The ribeye steak enchiladas (three flat corn tortillas, marinated select ribeye steak, filled with a Cheddar and Monterey Jack blend, melted and smothered with your choice of Frank Sr.’s red or green chile) is an excellent option.  The ribeye is cut into small pieces about the size into which your mom may have cut your steak.  It’s a high quality ribeye with no gristle or fat and it may leave you wondering why more restaurants don’t offer ribeye for your enchiladas.

Two Ala Carte Beef Tacos

10 April 2016:  Unlike at so many other New Mexican restaurants, Cocina Azul doesn’t limit the sides that come with your entrees to the de rigueur rice and beans.  Items on the “Platos de Nuevo Mexico” section of the menu include your choice of two sides including whole beans, fideos, calabasitas, rice and more.  The whole beans are an exemplar of how New Mexico’s “other” official state vegetable should be prepared.  For a unique treat, ask for the fideos, an unassuming short, thin and slightly curved pasta served in a tomato sauce.  Fideos have been served in Spain since the 13th century. 

10 April 2016:  After the crushing disappointment of sending back the carne adovada relleno plate, my Kim opted for two ala carte tacos constructed on soft flour tortillas and stuffed with seasoned ground beef, chopped tomatoes, fresh lettuce and a shredded Cheddar cheese blend.  These tacos are a perfect repository for the restaurant’s wonderful salsa.  The soft tortillas are soft and pliable with just enough thickness to hold in all the ingredients.  If you’re still of the mind that tacos should be prepared in hard shells, these will make a convert out of you.

Sopaipillas

The sopaipillas will have that “corazon contento” effect on you, too.  Not quite the size of a deflated football, they’re the perfect way to end a great meal.  Best of all, these golden treats are served with real clover honey, not that inferior honey-flavored syrup far too many restaurants use.

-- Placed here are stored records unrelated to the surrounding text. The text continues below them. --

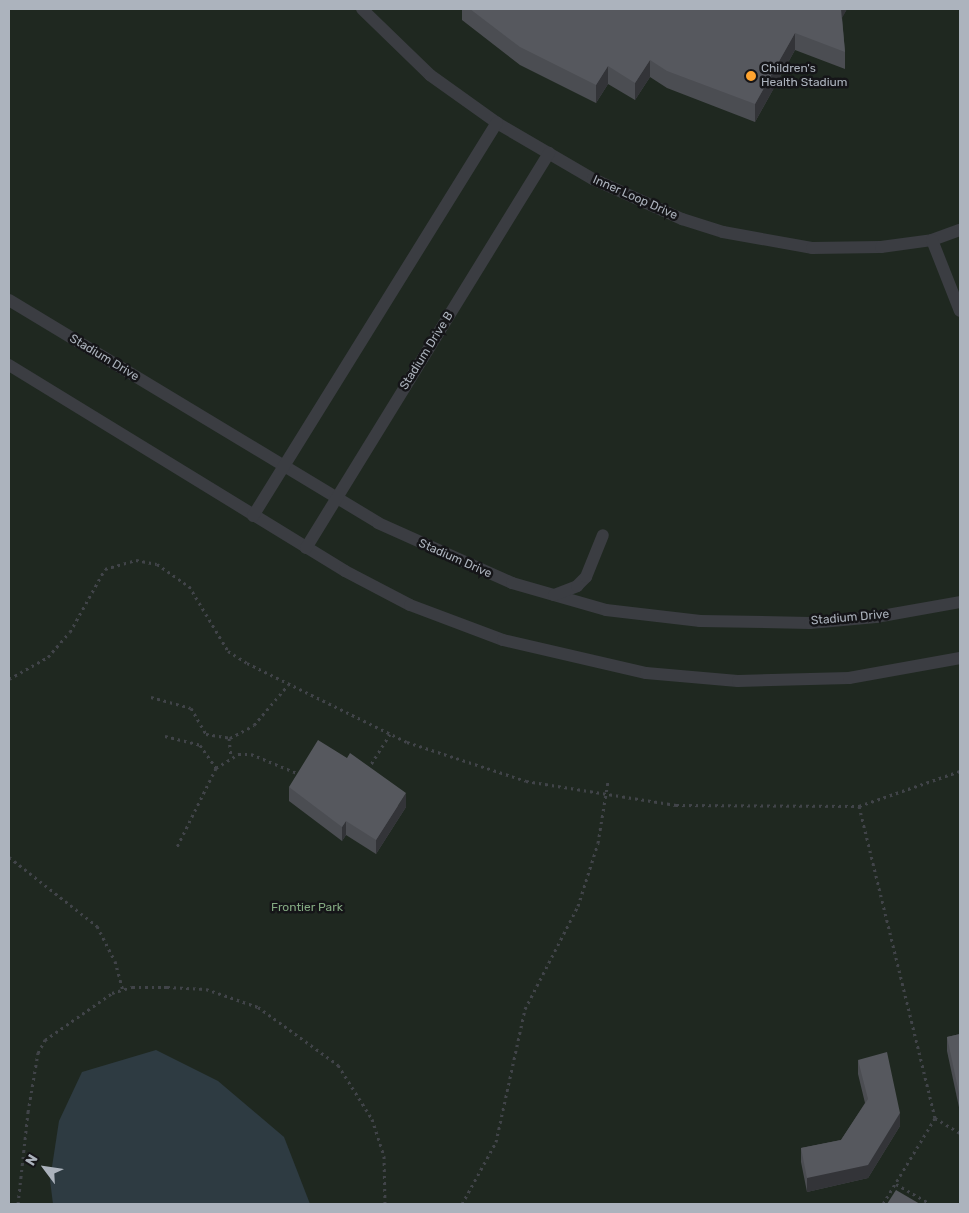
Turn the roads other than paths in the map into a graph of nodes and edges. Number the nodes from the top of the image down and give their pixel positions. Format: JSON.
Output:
{"nodes":[{"id":1,"x":362,"y":9,"type":"edge"},
{"id":2,"x":497,"y":123,"type":"junction"},
{"id":3,"x":548,"y":153,"type":"junction"},
{"id":4,"x":960,"y":230,"type":"edge"},
{"id":5,"x":932,"y":240,"type":"junction"},
{"id":6,"x":9,"y":300,"type":"edge"},
{"id":7,"x":960,"y":312,"type":"edge"},
{"id":8,"x":9,"y":365,"type":"edge"},
{"id":9,"x":283,"y":467,"type":"junction"},
{"id":10,"x":336,"y":499,"type":"junction"},
{"id":11,"x":253,"y":516,"type":"junction"},
{"id":12,"x":603,"y":535,"type":"dead end"},
{"id":13,"x":306,"y":548,"type":"junction"},
{"id":14,"x":554,"y":595,"type":"junction"},
{"id":15,"x":960,"y":602,"type":"edge"},
{"id":16,"x":960,"y":658,"type":"edge"}],
"edges":[{"from":1,"to":2,"type":"lane","name":"Inner Loop Drive"},
{"from":2,"to":3,"type":"lane","name":"Inner Loop Drive"},
{"from":2,"to":9,"type":"lane"},
{"from":3,"to":5,"type":"lane","name":"Inner Loop Drive"},
{"from":3,"to":10,"type":"lane","name":"Stadium Drive B"},
{"from":4,"to":5,"type":"lane","name":"Inner Loop Drive"},
{"from":5,"to":7,"type":"lane"},
{"from":6,"to":9,"type":"lane","name":"Stadium Drive"},
{"from":8,"to":11,"type":"lane"},
{"from":9,"to":10,"type":"lane","name":"Stadium Drive"},
{"from":9,"to":11,"type":"lane"},
{"from":10,"to":13,"type":"lane","name":"Stadium Drive B"},
{"from":10,"to":14,"type":"lane","name":"Stadium Drive"},
{"from":11,"to":13,"type":"lane"},
{"from":12,"to":14,"type":"lane"},
{"from":13,"to":16,"type":"lane"},
{"from":14,"to":15,"type":"lane","name":"Stadium Drive"}]}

Clover honey is honey that has been harvested from bees that have gathered nectar mostly from clover.  It’s not overly sweet, but this golden-hued ambrosia is just sweet enough for some of the very best sopaipillas in the Duke City.

10 April 2018: In her wonderful tome Sandwiches That You Will Like, my dear friend Becky Mercuri explains that Route 66 in Texas was often called the Chicken Fried Steak Highway.  With her usual poetic flair, she elaborated:  “As splendid and noble as barbecue and Tex-Mex are, both pale before that Great God of Beef dish, chicken-fried steak.”  As regular readers of this blog know, my friend Bruce “Sr Plata” frequently worships at altars where that Great God of Beef is prepared.  In the past several years, we’ve explored the highways and byways around the Duke City in search of the best chicken fried steak to be found.

Chicken Fried Steak and Eggs

Blazing our own New Mexico Chicken Fried Steak Trail, our trek took us to Cocina Azul where a reputedly excellent chicken fried steak is to be found.  Available on the breakfast menu (served all day), it’s large enough to feed a small family (or one Sr Plata):  two eggs prepared the way you want them, hash browns and a half-pound Angus beef steak pounded and batter dipped, fried to a golden brown and smothered with Frank Sr.’s creamy green chile chicken gravy sauce, or Frank Sr.’s regular green or red chile, served with toast, sopaipilla or tortilla.  Sr Plata’s assessment: “This is a top five chicken fried steak.”  It’s thicker than any other we could remember, but is still fork-tender with a crispy exterior giving way easily to its tender interior.  The green chile chicken gravy sauce has a nice bite and is flecked with tendrils of chicken.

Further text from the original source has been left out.